» Problem to work on
Retype all of the entries word for word.

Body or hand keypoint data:
***

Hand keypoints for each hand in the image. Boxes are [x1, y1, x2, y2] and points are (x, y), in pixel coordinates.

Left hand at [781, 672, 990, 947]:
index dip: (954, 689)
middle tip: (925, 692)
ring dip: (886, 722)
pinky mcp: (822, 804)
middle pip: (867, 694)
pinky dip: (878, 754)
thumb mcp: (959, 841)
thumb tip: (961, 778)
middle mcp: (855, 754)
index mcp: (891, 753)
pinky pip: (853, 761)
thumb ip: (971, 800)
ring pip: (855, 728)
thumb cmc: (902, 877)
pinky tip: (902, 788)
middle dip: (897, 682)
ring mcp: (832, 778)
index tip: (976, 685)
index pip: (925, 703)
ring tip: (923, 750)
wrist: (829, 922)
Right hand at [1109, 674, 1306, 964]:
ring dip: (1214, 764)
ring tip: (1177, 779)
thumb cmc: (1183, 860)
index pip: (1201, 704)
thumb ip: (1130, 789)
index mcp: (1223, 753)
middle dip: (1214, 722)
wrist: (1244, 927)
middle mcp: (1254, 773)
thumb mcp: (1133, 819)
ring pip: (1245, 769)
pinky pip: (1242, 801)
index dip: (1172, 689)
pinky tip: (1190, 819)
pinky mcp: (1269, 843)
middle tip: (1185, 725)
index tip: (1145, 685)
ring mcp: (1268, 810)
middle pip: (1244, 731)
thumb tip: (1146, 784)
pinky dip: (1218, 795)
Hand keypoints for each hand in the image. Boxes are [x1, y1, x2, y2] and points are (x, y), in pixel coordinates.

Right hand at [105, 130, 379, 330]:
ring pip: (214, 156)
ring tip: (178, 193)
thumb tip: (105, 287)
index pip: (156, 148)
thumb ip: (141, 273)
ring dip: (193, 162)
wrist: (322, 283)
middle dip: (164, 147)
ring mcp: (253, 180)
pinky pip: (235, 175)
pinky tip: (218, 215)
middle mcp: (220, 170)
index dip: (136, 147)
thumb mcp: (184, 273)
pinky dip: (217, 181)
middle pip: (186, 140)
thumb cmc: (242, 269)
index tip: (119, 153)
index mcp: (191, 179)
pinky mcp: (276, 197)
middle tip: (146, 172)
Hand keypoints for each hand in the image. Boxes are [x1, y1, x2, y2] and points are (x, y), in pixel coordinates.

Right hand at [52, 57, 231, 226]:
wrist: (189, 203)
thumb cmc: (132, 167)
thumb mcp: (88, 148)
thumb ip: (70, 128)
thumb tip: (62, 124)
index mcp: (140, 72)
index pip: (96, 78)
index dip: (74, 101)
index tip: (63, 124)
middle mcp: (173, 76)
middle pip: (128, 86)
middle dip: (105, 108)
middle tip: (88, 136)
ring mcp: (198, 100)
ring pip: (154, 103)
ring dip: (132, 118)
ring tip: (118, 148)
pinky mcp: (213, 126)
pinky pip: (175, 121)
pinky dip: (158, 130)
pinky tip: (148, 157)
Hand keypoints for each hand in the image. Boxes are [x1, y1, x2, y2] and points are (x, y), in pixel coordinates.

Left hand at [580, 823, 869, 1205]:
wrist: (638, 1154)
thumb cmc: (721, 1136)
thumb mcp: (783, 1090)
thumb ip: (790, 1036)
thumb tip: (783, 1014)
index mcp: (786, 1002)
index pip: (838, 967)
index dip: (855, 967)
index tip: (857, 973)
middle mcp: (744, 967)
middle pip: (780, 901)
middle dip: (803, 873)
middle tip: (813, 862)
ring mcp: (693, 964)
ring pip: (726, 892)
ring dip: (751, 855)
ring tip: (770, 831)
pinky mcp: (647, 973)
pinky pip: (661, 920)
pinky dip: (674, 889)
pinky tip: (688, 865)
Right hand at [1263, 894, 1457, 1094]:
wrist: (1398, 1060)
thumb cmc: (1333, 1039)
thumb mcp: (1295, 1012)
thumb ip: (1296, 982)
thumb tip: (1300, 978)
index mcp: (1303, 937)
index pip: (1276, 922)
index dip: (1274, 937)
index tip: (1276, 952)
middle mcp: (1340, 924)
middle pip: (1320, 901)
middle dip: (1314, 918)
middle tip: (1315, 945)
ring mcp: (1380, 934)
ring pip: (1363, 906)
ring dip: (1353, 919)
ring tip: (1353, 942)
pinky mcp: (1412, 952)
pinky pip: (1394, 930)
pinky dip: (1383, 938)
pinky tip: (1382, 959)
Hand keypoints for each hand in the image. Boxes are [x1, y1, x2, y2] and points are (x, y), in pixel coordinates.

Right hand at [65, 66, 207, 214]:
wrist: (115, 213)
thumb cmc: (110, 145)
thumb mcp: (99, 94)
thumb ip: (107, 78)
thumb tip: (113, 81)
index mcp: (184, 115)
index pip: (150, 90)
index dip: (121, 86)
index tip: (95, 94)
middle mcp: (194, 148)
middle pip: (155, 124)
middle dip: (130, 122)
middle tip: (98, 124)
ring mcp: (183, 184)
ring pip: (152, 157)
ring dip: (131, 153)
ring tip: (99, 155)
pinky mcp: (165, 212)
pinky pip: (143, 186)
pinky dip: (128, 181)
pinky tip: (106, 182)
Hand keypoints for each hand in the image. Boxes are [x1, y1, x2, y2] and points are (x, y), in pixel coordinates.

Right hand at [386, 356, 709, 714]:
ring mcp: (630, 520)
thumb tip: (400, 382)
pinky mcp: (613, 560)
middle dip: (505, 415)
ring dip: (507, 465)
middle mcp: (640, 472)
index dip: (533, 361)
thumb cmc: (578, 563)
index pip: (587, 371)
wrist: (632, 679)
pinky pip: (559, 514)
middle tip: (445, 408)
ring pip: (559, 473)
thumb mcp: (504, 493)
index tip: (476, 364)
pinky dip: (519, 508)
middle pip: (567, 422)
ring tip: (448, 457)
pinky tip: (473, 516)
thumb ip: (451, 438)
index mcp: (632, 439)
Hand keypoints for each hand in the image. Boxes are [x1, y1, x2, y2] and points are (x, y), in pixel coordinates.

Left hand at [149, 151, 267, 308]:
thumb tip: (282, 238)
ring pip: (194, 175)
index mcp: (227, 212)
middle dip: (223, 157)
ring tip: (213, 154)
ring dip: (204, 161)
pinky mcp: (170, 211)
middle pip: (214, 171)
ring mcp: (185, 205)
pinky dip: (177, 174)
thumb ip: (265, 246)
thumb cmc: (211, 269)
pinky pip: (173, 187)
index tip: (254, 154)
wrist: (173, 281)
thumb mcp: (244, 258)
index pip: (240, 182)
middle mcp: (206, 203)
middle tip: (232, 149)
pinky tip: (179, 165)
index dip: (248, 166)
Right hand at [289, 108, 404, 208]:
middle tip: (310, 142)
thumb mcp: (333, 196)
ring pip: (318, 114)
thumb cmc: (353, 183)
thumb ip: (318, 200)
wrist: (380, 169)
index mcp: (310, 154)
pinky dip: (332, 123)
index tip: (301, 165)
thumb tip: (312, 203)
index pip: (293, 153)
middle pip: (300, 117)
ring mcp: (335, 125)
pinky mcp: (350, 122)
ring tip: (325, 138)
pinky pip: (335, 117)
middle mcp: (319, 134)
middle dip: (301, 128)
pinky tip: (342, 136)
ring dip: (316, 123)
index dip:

***

» Reply to the task
Hand keypoints for each hand in the image. Boxes are [x1, y1, x2, y2] and points are (x, y), in pixel coordinates.

Left hand at [781, 672, 990, 947]:
index dip: (954, 689)
middle tip: (925, 692)
ring dip: (886, 722)
pinky mcp: (822, 804)
middle pip: (867, 694)
pinky dip: (878, 754)
thumb mcp: (959, 841)
thumb tip: (961, 778)
middle mcp: (855, 754)
index mcp: (891, 753)
pinky pip: (853, 761)
thumb ip: (971, 800)
ring pip: (855, 728)
thumb cmc: (902, 877)
pinky tip: (902, 788)
middle dip: (897, 682)
ring mcp: (832, 778)
index tip: (976, 685)
index pip: (925, 703)
ring tip: (923, 750)
wrist: (829, 922)
Right hand at [1109, 674, 1306, 964]:
ring dip: (1214, 764)
ring tip: (1177, 779)
thumb cmc: (1183, 860)
index pip: (1201, 704)
thumb ip: (1130, 789)
index mcp: (1223, 753)
middle dip: (1214, 722)
wrist: (1244, 927)
middle mcp: (1254, 773)
thumb mcp: (1133, 819)
ring pip: (1245, 769)
pinky pip: (1242, 801)
index dip: (1172, 689)
pinky tip: (1190, 819)
pinky mcp: (1269, 843)
middle tip: (1185, 725)
index tip: (1145, 685)
ring mcp: (1268, 810)
middle pip: (1244, 731)
thumb tip: (1146, 784)
pinky dip: (1218, 795)
Hand keypoints for each hand in the image. Boxes are [x1, y1, x2, y2] and points are (x, y), in pixel coordinates.

Right hand at [105, 130, 379, 330]:
ring pip: (214, 156)
ring tip: (178, 193)
thumb tip: (105, 287)
index pip: (156, 148)
thumb ip: (141, 273)
ring dip: (193, 162)
wrist: (322, 283)
middle dip: (164, 147)
ring mcp: (253, 180)
pinky pip: (235, 175)
pinky tip: (218, 215)
middle mcp: (220, 170)
index dip: (136, 147)
thumb mcp: (184, 273)
pinky dip: (217, 181)
middle pip: (186, 140)
thumb cmc: (242, 269)
index tip: (119, 153)
index mcp: (191, 179)
pinky mcp: (276, 197)
middle tip: (146, 172)
Hand keypoints for each hand in the image. Boxes are [x1, y1, x2, y2] and points are (x, y), in pixel coordinates.

Right hand at [52, 57, 231, 226]:
wrist: (189, 203)
thumb cmc: (132, 167)
thumb mcp: (88, 148)
thumb ip: (70, 128)
thumb tip: (62, 124)
index mcp: (140, 72)
index pip: (96, 78)
index dip: (74, 101)
index tip: (63, 124)
middle mcp: (173, 76)
middle pip: (128, 86)
middle dip: (105, 108)
middle tip: (88, 136)
ring mcp: (198, 100)
ring pip: (154, 103)
ring dip: (132, 118)
ring tip: (118, 148)
pinky mcp: (213, 126)
pinky pip: (175, 121)
pinky dip: (158, 130)
pinky tip: (148, 157)
Hand keypoints for each hand in the image. Boxes are [x1, y1, x2, y2] and points are (x, y), in pixel coordinates.

Left hand at [580, 823, 869, 1205]:
wrist: (638, 1154)
thumb cmc: (721, 1136)
thumb mcp: (783, 1090)
thumb ip: (790, 1036)
thumb tip: (783, 1014)
index mcp: (786, 1002)
index pip: (838, 967)
index dip: (855, 967)
index tip: (857, 973)
middle mcp: (744, 967)
middle pip: (780, 901)
middle dip: (803, 873)
middle tip: (813, 862)
ring mcp: (693, 964)
ring pip: (726, 892)
ring dip: (751, 855)
ring tip: (770, 831)
pinky mcp: (647, 973)
pinky pip: (661, 920)
pinky dip: (674, 889)
pinky tip: (688, 865)
Right hand at [1263, 894, 1457, 1094]:
wrist: (1398, 1060)
thumb cmc: (1333, 1039)
thumb mcp: (1295, 1012)
thumb ip: (1296, 982)
thumb tip: (1300, 978)
index mcp: (1303, 937)
index pip: (1276, 922)
index dip: (1274, 937)
index tip: (1276, 952)
middle mcp: (1340, 924)
middle pip: (1320, 901)
middle dip: (1314, 918)
middle tip: (1315, 945)
ring mcp: (1380, 934)
ring pip: (1363, 906)
ring dip: (1353, 919)
ring tip: (1353, 942)
pinky mcp: (1412, 952)
pinky pip: (1394, 930)
pinky dip: (1383, 938)
pinky tip: (1382, 959)
Hand keypoints for each hand in the image. Boxes are [x1, y1, x2, y2] and points are (x, y), in pixel coordinates.

Right hand at [65, 66, 207, 214]:
wrist: (115, 213)
thumb cmc: (110, 145)
thumb mcp: (99, 94)
thumb ip: (107, 78)
thumb tip: (113, 81)
index mcp: (184, 115)
index pip: (150, 90)
index dip: (121, 86)
index tip: (95, 94)
middle mcp: (194, 148)
middle pip: (155, 124)
middle dip: (130, 122)
middle tip: (98, 124)
ring mcp: (183, 184)
ring pip: (152, 157)
ring dip: (131, 153)
ring tip: (99, 155)
pinky mcp: (165, 212)
pinky pip: (143, 186)
pinky dip: (128, 181)
pinky tip: (106, 182)
Hand keypoints for each hand in the image. Boxes are [x1, y1, x2, y2] and points are (x, y), in pixel coordinates.

Right hand at [386, 356, 709, 714]:
ring mcp: (630, 520)
thumb tip: (400, 382)
pinky mcp: (613, 560)
middle dip: (505, 415)
ring dip: (507, 465)
middle mcp: (640, 472)
index dip: (533, 361)
thumb cmc: (578, 563)
index pip: (587, 371)
wrist: (632, 679)
pinky pip: (559, 514)
middle tip: (445, 408)
ring pip: (559, 473)
thumb mcp: (504, 493)
index tip: (476, 364)
pinky dip: (519, 508)
middle pip: (567, 422)
ring tip: (448, 457)
pinky tip: (473, 516)
thumb ip: (451, 438)
index mcp: (632, 439)
Hand keypoints for each hand in the image. Boxes are [x1, y1, x2, y2] and points are (x, y), in pixel coordinates.

Left hand at [149, 151, 267, 308]:
thumb tip: (282, 238)
ring pip: (194, 175)
index mcp: (227, 212)
middle dip: (223, 157)
ring tip: (213, 154)
ring dip: (204, 161)
pinky mcp: (170, 211)
middle pip: (214, 171)
ring mcp: (185, 205)
pinky dip: (177, 174)
thumb ip: (265, 246)
thumb cmc: (211, 269)
pinky pip: (173, 187)
index tip: (254, 154)
wrist: (173, 281)
thumb mcp: (244, 258)
index pip: (240, 182)
middle mcp: (206, 203)
middle tip: (232, 149)
pinky tip: (179, 165)
index dip: (248, 166)
Right hand at [289, 108, 404, 208]:
middle tip: (310, 142)
thumb mcp: (333, 196)
ring pip: (318, 114)
thumb cmc: (353, 183)
thumb ip: (318, 200)
wrist: (380, 169)
index mcp: (310, 154)
pinky dip: (332, 123)
index tip: (301, 165)
thumb tip: (312, 203)
index pip: (293, 153)
middle pip: (300, 117)
ring mcp: (335, 125)
pinky mcp: (350, 122)
ring tip: (325, 138)
pinky pip: (335, 117)
middle mcp: (319, 134)
middle dip: (301, 128)
pinky tip: (342, 136)
ring dip: (316, 123)
index dip:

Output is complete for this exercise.